◆ What to produce ◆
Looking at the records below, please say how many lines contain the word "Shor", as a bare number.

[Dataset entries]
======
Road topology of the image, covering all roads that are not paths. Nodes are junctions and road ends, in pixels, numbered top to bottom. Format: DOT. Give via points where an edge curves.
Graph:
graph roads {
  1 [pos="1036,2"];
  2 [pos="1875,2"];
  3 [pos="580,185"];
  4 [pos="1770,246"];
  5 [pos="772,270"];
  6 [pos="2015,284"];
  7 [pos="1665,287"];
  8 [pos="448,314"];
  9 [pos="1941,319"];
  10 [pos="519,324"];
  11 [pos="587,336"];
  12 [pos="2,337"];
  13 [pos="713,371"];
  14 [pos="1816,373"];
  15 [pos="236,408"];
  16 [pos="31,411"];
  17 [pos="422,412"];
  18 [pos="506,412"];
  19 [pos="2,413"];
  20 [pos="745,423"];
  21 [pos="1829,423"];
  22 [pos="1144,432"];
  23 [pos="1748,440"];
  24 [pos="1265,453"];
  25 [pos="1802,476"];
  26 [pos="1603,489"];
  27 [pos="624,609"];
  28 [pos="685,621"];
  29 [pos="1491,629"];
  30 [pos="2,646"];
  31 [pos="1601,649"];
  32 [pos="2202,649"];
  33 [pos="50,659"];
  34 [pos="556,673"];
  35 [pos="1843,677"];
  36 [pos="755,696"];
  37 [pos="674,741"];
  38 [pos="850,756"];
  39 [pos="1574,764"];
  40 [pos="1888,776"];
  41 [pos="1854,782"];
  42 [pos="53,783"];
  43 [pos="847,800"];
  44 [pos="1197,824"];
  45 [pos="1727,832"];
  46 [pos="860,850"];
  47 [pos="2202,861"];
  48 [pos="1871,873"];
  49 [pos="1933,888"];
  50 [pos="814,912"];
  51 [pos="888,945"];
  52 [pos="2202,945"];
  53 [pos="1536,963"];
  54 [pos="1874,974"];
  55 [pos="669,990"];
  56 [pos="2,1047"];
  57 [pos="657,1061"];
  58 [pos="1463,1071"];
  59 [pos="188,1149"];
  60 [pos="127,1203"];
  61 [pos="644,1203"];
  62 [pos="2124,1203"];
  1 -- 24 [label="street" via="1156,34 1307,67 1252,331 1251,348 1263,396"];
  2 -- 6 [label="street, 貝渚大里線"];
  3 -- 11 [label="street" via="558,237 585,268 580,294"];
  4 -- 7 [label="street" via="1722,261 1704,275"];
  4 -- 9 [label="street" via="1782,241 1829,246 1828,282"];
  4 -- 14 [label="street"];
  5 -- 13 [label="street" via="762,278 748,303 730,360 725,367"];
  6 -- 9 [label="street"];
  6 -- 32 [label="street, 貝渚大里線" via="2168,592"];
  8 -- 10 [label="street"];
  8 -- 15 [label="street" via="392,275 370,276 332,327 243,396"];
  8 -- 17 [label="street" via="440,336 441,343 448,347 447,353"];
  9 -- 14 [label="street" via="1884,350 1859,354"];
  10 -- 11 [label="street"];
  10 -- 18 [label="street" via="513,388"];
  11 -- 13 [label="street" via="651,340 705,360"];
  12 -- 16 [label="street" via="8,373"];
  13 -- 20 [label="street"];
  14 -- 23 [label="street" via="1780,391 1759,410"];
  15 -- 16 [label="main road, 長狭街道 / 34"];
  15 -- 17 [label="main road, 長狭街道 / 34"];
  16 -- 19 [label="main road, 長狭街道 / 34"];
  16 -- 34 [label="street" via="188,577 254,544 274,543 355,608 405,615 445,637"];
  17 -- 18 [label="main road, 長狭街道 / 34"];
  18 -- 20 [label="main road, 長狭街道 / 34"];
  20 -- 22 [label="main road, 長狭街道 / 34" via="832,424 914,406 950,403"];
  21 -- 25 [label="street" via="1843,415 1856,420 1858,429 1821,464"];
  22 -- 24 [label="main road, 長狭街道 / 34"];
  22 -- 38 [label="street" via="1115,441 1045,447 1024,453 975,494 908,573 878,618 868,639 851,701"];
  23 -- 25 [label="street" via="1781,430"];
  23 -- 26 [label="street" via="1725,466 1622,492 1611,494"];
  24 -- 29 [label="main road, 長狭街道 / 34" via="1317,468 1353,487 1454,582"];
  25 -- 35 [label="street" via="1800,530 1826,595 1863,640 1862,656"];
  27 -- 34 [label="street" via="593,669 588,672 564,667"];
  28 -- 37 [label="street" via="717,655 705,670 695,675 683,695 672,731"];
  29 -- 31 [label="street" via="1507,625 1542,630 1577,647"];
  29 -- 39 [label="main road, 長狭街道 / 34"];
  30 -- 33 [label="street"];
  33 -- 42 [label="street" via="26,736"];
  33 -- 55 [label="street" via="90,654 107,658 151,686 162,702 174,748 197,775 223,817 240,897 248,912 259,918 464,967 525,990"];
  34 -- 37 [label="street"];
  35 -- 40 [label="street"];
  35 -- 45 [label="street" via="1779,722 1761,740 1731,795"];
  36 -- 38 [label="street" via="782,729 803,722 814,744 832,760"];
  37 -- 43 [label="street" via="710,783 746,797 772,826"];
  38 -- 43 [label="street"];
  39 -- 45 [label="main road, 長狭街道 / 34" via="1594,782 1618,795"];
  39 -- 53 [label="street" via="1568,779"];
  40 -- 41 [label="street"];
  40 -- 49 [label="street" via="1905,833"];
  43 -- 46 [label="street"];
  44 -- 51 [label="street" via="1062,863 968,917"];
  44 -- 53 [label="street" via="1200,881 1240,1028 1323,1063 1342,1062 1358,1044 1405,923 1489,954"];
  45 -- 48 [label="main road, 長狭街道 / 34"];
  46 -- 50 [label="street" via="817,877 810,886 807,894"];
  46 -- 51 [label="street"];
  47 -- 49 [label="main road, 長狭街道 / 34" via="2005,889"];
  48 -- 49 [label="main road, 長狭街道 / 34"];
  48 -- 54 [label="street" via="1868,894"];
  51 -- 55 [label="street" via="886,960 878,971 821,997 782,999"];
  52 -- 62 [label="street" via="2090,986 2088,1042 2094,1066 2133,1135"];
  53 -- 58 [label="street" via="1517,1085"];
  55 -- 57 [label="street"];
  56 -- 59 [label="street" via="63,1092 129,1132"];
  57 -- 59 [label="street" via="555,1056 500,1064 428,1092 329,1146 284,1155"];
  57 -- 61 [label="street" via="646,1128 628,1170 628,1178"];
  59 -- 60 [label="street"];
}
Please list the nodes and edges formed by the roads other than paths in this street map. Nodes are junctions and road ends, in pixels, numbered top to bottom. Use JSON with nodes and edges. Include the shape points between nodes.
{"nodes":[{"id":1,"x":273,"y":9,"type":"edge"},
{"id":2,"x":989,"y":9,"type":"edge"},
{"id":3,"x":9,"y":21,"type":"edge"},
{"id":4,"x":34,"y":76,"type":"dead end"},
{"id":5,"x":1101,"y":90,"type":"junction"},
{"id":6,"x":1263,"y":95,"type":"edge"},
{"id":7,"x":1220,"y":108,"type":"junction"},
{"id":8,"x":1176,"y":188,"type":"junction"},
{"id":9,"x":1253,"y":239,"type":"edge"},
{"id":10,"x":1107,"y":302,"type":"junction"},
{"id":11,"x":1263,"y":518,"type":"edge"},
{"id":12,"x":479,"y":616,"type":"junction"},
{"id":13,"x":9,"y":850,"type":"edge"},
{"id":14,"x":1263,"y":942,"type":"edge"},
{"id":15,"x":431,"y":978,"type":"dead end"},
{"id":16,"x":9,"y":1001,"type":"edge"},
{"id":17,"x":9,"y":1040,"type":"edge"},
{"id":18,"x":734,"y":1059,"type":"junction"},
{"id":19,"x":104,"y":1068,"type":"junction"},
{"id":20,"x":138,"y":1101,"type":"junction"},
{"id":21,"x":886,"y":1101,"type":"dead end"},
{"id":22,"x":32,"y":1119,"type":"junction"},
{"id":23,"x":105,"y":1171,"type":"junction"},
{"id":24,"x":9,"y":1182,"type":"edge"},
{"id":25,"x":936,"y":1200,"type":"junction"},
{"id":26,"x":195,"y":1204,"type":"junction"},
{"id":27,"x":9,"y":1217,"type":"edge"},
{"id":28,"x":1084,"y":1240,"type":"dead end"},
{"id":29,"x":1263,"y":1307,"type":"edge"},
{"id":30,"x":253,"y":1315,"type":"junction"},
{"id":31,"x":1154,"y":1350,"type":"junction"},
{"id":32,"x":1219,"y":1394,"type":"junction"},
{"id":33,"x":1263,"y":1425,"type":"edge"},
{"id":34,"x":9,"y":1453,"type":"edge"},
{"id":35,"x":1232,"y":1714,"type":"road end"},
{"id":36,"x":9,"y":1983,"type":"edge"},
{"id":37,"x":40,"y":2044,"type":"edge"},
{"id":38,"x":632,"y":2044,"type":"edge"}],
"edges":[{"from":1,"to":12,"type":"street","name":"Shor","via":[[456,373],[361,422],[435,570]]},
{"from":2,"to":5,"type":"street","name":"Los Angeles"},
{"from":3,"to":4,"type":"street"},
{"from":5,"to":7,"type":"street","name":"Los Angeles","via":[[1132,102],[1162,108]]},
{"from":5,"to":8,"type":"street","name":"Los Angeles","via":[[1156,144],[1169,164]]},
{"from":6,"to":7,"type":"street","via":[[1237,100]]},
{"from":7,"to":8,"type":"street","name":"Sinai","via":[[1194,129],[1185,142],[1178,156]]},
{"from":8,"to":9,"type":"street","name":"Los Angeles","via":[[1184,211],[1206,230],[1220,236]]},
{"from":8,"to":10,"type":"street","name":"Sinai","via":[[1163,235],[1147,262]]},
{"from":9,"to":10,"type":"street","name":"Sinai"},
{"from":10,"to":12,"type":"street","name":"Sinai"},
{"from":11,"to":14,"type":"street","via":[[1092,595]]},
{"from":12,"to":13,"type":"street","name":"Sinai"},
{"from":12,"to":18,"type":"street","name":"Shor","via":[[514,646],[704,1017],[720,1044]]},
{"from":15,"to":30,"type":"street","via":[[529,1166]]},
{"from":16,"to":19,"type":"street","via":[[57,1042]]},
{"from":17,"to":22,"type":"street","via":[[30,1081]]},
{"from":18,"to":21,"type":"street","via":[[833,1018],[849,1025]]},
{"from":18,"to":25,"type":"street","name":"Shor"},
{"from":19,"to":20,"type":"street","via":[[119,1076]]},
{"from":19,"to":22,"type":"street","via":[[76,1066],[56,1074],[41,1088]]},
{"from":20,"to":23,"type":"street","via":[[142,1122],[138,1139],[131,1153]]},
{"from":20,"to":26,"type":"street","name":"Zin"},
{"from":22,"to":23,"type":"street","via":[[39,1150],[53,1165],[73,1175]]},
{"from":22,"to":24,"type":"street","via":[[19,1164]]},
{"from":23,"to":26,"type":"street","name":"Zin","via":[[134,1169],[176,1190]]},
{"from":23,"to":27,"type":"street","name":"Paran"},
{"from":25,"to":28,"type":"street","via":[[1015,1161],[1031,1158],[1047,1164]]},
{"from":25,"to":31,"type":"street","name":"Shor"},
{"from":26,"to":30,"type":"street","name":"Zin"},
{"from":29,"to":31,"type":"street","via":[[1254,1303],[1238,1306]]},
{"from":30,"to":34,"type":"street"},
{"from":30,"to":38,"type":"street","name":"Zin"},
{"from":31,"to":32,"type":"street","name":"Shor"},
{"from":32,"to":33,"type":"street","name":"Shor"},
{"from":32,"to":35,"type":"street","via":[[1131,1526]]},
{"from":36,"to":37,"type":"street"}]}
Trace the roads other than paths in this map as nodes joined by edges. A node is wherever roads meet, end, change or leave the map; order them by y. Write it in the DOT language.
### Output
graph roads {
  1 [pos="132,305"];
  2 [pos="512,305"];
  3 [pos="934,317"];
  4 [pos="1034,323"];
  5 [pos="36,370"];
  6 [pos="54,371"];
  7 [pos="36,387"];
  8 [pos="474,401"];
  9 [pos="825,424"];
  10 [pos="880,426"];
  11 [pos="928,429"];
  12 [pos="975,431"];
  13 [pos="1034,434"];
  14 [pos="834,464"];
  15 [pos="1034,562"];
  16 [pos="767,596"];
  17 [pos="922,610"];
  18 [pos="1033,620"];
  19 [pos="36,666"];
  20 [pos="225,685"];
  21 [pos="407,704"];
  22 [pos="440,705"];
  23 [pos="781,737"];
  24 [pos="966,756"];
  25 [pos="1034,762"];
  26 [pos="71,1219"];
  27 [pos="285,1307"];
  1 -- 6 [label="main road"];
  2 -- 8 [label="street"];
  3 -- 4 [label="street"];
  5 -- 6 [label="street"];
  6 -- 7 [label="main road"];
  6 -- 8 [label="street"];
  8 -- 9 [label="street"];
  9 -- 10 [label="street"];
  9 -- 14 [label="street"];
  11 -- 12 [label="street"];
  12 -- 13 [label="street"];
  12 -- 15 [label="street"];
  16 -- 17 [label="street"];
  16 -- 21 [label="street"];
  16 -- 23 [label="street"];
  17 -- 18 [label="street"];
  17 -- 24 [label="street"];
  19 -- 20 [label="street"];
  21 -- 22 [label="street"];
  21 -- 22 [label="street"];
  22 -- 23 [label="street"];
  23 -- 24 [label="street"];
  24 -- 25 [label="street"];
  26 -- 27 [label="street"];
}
======
◆ Expected output ◆
6